**WHAT YOU SHOULD DO:** Show the lines below where "dead" occurs.

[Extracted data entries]

■ ■ ■ ■ ■

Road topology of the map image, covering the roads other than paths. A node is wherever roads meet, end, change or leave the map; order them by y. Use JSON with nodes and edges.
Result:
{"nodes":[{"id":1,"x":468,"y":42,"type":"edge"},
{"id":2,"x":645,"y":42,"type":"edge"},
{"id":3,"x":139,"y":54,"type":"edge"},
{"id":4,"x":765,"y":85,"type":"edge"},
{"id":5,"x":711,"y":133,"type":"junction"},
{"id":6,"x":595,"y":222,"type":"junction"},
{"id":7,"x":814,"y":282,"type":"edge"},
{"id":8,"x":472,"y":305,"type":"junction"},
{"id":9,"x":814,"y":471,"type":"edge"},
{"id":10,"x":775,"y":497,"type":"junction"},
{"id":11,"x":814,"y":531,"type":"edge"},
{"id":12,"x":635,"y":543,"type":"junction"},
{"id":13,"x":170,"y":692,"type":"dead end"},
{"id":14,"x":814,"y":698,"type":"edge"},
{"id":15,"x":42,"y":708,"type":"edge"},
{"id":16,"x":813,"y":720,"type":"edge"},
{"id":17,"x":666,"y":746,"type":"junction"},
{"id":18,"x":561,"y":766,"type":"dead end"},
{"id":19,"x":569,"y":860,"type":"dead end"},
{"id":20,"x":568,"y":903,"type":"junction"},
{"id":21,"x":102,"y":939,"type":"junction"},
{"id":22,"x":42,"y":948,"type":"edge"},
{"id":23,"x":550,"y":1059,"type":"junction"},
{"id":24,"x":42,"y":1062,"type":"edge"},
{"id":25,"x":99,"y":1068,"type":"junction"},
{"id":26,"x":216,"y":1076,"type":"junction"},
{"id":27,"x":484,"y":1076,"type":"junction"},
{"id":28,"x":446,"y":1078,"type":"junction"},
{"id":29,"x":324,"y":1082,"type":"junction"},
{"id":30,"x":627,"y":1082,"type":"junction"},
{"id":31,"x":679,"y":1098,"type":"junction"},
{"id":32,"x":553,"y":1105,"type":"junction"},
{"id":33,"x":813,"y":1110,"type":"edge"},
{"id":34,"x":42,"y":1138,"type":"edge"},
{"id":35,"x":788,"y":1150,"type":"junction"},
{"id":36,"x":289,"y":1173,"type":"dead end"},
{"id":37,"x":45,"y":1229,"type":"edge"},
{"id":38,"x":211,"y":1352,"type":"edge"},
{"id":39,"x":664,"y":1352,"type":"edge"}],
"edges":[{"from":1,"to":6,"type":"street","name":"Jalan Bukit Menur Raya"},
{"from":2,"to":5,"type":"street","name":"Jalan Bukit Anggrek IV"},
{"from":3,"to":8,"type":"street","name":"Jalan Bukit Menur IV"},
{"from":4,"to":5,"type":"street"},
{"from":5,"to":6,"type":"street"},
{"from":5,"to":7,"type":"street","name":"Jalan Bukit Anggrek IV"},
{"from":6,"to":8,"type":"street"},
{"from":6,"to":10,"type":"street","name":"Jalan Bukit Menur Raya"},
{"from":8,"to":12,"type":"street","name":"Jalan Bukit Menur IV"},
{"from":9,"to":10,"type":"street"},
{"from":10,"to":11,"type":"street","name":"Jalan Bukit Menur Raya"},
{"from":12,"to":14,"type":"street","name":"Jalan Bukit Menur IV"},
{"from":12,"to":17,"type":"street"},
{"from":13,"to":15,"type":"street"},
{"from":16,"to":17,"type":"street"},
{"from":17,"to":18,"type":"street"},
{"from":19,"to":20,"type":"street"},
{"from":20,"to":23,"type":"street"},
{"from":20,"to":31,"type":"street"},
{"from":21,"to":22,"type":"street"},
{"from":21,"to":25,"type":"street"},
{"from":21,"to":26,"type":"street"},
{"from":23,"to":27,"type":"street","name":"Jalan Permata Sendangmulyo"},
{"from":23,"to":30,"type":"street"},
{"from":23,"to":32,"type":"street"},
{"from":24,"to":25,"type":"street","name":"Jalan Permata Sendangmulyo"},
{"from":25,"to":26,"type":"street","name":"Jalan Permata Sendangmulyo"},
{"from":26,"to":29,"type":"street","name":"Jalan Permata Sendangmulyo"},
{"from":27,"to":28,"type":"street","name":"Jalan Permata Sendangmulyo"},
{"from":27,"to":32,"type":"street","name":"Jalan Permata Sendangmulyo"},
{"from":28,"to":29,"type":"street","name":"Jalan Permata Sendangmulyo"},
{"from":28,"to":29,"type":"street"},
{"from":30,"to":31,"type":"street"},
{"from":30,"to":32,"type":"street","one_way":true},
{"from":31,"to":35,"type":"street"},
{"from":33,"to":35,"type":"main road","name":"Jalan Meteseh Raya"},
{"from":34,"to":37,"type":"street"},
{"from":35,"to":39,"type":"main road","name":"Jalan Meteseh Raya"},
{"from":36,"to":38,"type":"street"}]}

■ ■ ■ ■ ■

**WORKED SOLUTION:**
{"id":13,"x":170,"y":692,"type":"dead end"},
{"id":18,"x":561,"y":766,"type":"dead end"},
{"id":19,"x":569,"y":860,"type":"dead end"},
{"id":36,"x":289,"y":1173,"type":"dead end"},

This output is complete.